**WHAT IS EXPECTED**
Copy all of the data that follows without altering a word.

**Dataset entries**
# # # #
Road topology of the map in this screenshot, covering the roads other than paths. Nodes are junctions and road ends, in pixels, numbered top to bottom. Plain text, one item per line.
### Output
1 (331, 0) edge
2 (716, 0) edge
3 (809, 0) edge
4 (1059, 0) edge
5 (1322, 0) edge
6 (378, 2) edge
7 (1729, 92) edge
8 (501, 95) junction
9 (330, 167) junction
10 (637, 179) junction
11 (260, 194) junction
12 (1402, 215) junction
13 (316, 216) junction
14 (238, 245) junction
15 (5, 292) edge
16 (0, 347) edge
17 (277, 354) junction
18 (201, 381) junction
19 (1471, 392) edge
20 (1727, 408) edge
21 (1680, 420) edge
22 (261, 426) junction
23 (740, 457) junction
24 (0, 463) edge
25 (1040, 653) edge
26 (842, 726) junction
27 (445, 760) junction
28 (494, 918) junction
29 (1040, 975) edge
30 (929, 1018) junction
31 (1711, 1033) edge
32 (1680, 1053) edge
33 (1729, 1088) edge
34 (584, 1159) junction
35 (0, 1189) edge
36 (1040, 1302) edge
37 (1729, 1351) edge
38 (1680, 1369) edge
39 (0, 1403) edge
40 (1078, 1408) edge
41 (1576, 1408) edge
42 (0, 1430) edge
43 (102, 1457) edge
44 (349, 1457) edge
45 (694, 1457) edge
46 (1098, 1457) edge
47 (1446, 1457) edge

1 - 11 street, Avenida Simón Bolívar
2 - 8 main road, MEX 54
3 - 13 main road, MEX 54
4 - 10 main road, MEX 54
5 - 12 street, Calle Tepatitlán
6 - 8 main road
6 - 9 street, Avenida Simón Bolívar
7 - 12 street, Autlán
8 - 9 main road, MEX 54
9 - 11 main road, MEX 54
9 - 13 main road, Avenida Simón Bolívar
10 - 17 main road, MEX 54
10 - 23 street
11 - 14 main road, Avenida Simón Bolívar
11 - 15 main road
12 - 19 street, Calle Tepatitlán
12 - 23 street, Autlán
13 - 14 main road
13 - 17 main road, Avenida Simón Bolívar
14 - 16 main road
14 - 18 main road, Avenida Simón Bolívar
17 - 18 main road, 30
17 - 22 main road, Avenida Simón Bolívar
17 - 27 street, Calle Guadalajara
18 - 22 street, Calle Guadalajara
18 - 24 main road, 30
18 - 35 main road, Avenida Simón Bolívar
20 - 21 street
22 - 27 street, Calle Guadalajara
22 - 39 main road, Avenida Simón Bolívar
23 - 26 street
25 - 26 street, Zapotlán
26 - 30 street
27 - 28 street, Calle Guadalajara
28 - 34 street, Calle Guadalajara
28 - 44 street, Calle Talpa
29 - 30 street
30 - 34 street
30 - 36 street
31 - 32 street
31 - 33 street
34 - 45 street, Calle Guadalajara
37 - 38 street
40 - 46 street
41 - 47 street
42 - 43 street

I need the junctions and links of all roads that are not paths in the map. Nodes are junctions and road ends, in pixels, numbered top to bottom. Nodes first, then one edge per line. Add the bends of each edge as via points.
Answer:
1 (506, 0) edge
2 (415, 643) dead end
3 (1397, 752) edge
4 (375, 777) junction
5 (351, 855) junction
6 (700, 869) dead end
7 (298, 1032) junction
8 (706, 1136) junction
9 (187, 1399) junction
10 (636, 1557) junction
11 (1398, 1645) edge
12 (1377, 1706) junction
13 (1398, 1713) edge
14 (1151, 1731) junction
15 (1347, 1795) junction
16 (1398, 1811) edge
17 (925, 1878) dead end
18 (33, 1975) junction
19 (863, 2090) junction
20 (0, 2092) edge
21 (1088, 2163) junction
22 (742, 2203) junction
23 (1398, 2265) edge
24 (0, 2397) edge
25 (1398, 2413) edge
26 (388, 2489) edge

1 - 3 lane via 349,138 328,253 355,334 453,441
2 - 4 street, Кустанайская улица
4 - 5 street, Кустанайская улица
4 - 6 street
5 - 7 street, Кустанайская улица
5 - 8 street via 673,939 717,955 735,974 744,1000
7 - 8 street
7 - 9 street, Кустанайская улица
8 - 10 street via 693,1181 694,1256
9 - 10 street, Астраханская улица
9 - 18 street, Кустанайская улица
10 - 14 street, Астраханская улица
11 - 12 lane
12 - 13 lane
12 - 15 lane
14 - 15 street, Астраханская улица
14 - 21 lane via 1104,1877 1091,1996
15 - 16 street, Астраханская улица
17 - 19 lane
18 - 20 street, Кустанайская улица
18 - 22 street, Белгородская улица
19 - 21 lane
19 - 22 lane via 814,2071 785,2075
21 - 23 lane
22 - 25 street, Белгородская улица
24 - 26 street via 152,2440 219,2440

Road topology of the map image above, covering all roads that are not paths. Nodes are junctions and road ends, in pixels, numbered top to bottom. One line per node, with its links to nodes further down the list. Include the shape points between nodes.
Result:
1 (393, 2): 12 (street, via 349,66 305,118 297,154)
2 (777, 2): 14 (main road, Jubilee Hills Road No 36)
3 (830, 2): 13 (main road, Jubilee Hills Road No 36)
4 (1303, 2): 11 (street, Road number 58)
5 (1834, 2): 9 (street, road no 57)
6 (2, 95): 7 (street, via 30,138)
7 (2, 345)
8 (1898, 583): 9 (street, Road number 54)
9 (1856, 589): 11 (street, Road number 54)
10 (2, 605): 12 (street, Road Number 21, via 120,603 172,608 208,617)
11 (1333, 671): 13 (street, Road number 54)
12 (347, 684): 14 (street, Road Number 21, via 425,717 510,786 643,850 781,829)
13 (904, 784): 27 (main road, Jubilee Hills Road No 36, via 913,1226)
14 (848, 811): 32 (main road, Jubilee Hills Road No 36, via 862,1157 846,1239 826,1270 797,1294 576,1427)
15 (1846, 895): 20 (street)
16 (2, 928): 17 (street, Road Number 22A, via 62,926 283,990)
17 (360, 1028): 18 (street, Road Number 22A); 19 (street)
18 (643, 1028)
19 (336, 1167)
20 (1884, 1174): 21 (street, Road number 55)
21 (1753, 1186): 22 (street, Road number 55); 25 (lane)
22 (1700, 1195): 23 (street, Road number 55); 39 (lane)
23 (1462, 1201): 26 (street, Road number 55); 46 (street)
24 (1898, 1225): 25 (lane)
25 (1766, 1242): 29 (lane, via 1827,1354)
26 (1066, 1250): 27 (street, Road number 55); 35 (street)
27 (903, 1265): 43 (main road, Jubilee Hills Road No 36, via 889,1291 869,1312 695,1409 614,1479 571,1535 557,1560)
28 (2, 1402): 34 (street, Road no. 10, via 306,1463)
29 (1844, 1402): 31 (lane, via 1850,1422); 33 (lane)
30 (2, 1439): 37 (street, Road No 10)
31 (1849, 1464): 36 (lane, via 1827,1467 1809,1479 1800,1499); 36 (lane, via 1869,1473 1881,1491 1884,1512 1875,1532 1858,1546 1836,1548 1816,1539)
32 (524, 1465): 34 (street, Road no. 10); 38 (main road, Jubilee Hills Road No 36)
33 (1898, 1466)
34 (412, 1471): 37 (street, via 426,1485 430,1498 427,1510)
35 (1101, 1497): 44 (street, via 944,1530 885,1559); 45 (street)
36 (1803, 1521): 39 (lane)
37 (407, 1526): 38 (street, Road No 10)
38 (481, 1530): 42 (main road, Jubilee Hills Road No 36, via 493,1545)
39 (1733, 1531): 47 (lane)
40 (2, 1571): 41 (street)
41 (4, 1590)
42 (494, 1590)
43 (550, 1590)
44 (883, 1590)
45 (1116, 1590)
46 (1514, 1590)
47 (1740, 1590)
# # # #
**TASK SOLUTION**
Road topology of the map in this screenshot, covering the roads other than paths. Nodes are junctions and road ends, in pixels, numbered top to bottom. Plain text, one item per line.
### Output
1 (331, 0) edge
2 (716, 0) edge
3 (809, 0) edge
4 (1059, 0) edge
5 (1322, 0) edge
6 (378, 2) edge
7 (1729, 92) edge
8 (501, 95) junction
9 (330, 167) junction
10 (637, 179) junction
11 (260, 194) junction
12 (1402, 215) junction
13 (316, 216) junction
14 (238, 245) junction
15 (5, 292) edge
16 (0, 347) edge
17 (277, 354) junction
18 (201, 381) junction
19 (1471, 392) edge
20 (1727, 408) edge
21 (1680, 420) edge
22 (261, 426) junction
23 (740, 457) junction
24 (0, 463) edge
25 (1040, 653) edge
26 (842, 726) junction
27 (445, 760) junction
28 (494, 918) junction
29 (1040, 975) edge
30 (929, 1018) junction
31 (1711, 1033) edge
32 (1680, 1053) edge
33 (1729, 1088) edge
34 (584, 1159) junction
35 (0, 1189) edge
36 (1040, 1302) edge
37 (1729, 1351) edge
38 (1680, 1369) edge
39 (0, 1403) edge
40 (1078, 1408) edge
41 (1576, 1408) edge
42 (0, 1430) edge
43 (102, 1457) edge
44 (349, 1457) edge
45 (694, 1457) edge
46 (1098, 1457) edge
47 (1446, 1457) edge

1 - 11 street, Avenida Simón Bolívar
2 - 8 main road, MEX 54
3 - 13 main road, MEX 54
4 - 10 main road, MEX 54
5 - 12 street, Calle Tepatitlán
6 - 8 main road
6 - 9 street, Avenida Simón Bolívar
7 - 12 street, Autlán
8 - 9 main road, MEX 54
9 - 11 main road, MEX 54
9 - 13 main road, Avenida Simón Bolívar
10 - 17 main road, MEX 54
10 - 23 street
11 - 14 main road, Avenida Simón Bolívar
11 - 15 main road
12 - 19 street, Calle Tepatitlán
12 - 23 street, Autlán
13 - 14 main road
13 - 17 main road, Avenida Simón Bolívar
14 - 16 main road
14 - 18 main road, Avenida Simón Bolívar
17 - 18 main road, 30
17 - 22 main road, Avenida Simón Bolívar
17 - 27 street, Calle Guadalajara
18 - 22 street, Calle Guadalajara
18 - 24 main road, 30
18 - 35 main road, Avenida Simón Bolívar
20 - 21 street
22 - 27 street, Calle Guadalajara
22 - 39 main road, Avenida Simón Bolívar
23 - 26 street
25 - 26 street, Zapotlán
26 - 30 street
27 - 28 street, Calle Guadalajara
28 - 34 street, Calle Guadalajara
28 - 44 street, Calle Talpa
29 - 30 street
30 - 34 street
30 - 36 street
31 - 32 street
31 - 33 street
34 - 45 street, Calle Guadalajara
37 - 38 street
40 - 46 street
41 - 47 street
42 - 43 street

I need the junctions and links of all roads that are not paths in the map. Nodes are junctions and road ends, in pixels, numbered top to bottom. Nodes first, then one edge per line. Add the bends of each edge as via points.
Answer:
1 (506, 0) edge
2 (415, 643) dead end
3 (1397, 752) edge
4 (375, 777) junction
5 (351, 855) junction
6 (700, 869) dead end
7 (298, 1032) junction
8 (706, 1136) junction
9 (187, 1399) junction
10 (636, 1557) junction
11 (1398, 1645) edge
12 (1377, 1706) junction
13 (1398, 1713) edge
14 (1151, 1731) junction
15 (1347, 1795) junction
16 (1398, 1811) edge
17 (925, 1878) dead end
18 (33, 1975) junction
19 (863, 2090) junction
20 (0, 2092) edge
21 (1088, 2163) junction
22 (742, 2203) junction
23 (1398, 2265) edge
24 (0, 2397) edge
25 (1398, 2413) edge
26 (388, 2489) edge

1 - 3 lane via 349,138 328,253 355,334 453,441
2 - 4 street, Кустанайская улица
4 - 5 street, Кустанайская улица
4 - 6 street
5 - 7 street, Кустанайская улица
5 - 8 street via 673,939 717,955 735,974 744,1000
7 - 8 street
7 - 9 street, Кустанайская улица
8 - 10 street via 693,1181 694,1256
9 - 10 street, Астраханская улица
9 - 18 street, Кустанайская улица
10 - 14 street, Астраханская улица
11 - 12 lane
12 - 13 lane
12 - 15 lane
14 - 15 street, Астраханская улица
14 - 21 lane via 1104,1877 1091,1996
15 - 16 street, Астраханская улица
17 - 19 lane
18 - 20 street, Кустанайская улица
18 - 22 street, Белгородская улица
19 - 21 lane
19 - 22 lane via 814,2071 785,2075
21 - 23 lane
22 - 25 street, Белгородская улица
24 - 26 street via 152,2440 219,2440

Road topology of the map image above, covering all roads that are not paths. Nodes are junctions and road ends, in pixels, numbered top to bottom. One line per node, with its links to nodes further down the list. Include the shape points between nodes.
Result:
1 (393, 2): 12 (street, via 349,66 305,118 297,154)
2 (777, 2): 14 (main road, Jubilee Hills Road No 36)
3 (830, 2): 13 (main road, Jubilee Hills Road No 36)
4 (1303, 2): 11 (street, Road number 58)
5 (1834, 2): 9 (street, road no 57)
6 (2, 95): 7 (street, via 30,138)
7 (2, 345)
8 (1898, 583): 9 (street, Road number 54)
9 (1856, 589): 11 (street, Road number 54)
10 (2, 605): 12 (street, Road Number 21, via 120,603 172,608 208,617)
11 (1333, 671): 13 (street, Road number 54)
12 (347, 684): 14 (street, Road Number 21, via 425,717 510,786 643,850 781,829)
13 (904, 784): 27 (main road, Jubilee Hills Road No 36, via 913,1226)
14 (848, 811): 32 (main road, Jubilee Hills Road No 36, via 862,1157 846,1239 826,1270 797,1294 576,1427)
15 (1846, 895): 20 (street)
16 (2, 928): 17 (street, Road Number 22A, via 62,926 283,990)
17 (360, 1028): 18 (street, Road Number 22A); 19 (street)
18 (643, 1028)
19 (336, 1167)
20 (1884, 1174): 21 (street, Road number 55)
21 (1753, 1186): 22 (street, Road number 55); 25 (lane)
22 (1700, 1195): 23 (street, Road number 55); 39 (lane)
23 (1462, 1201): 26 (street, Road number 55); 46 (street)
24 (1898, 1225): 25 (lane)
25 (1766, 1242): 29 (lane, via 1827,1354)
26 (1066, 1250): 27 (street, Road number 55); 35 (street)
27 (903, 1265): 43 (main road, Jubilee Hills Road No 36, via 889,1291 869,1312 695,1409 614,1479 571,1535 557,1560)
28 (2, 1402): 34 (street, Road no. 10, via 306,1463)
29 (1844, 1402): 31 (lane, via 1850,1422); 33 (lane)
30 (2, 1439): 37 (street, Road No 10)
31 (1849, 1464): 36 (lane, via 1827,1467 1809,1479 1800,1499); 36 (lane, via 1869,1473 1881,1491 1884,1512 1875,1532 1858,1546 1836,1548 1816,1539)
32 (524, 1465): 34 (street, Road no. 10); 38 (main road, Jubilee Hills Road No 36)
33 (1898, 1466)
34 (412, 1471): 37 (street, via 426,1485 430,1498 427,1510)
35 (1101, 1497): 44 (street, via 944,1530 885,1559); 45 (street)
36 (1803, 1521): 39 (lane)
37 (407, 1526): 38 (street, Road No 10)
38 (481, 1530): 42 (main road, Jubilee Hills Road No 36, via 493,1545)
39 (1733, 1531): 47 (lane)
40 (2, 1571): 41 (street)
41 (4, 1590)
42 (494, 1590)
43 (550, 1590)
44 (883, 1590)
45 (1116, 1590)
46 (1514, 1590)
47 (1740, 1590)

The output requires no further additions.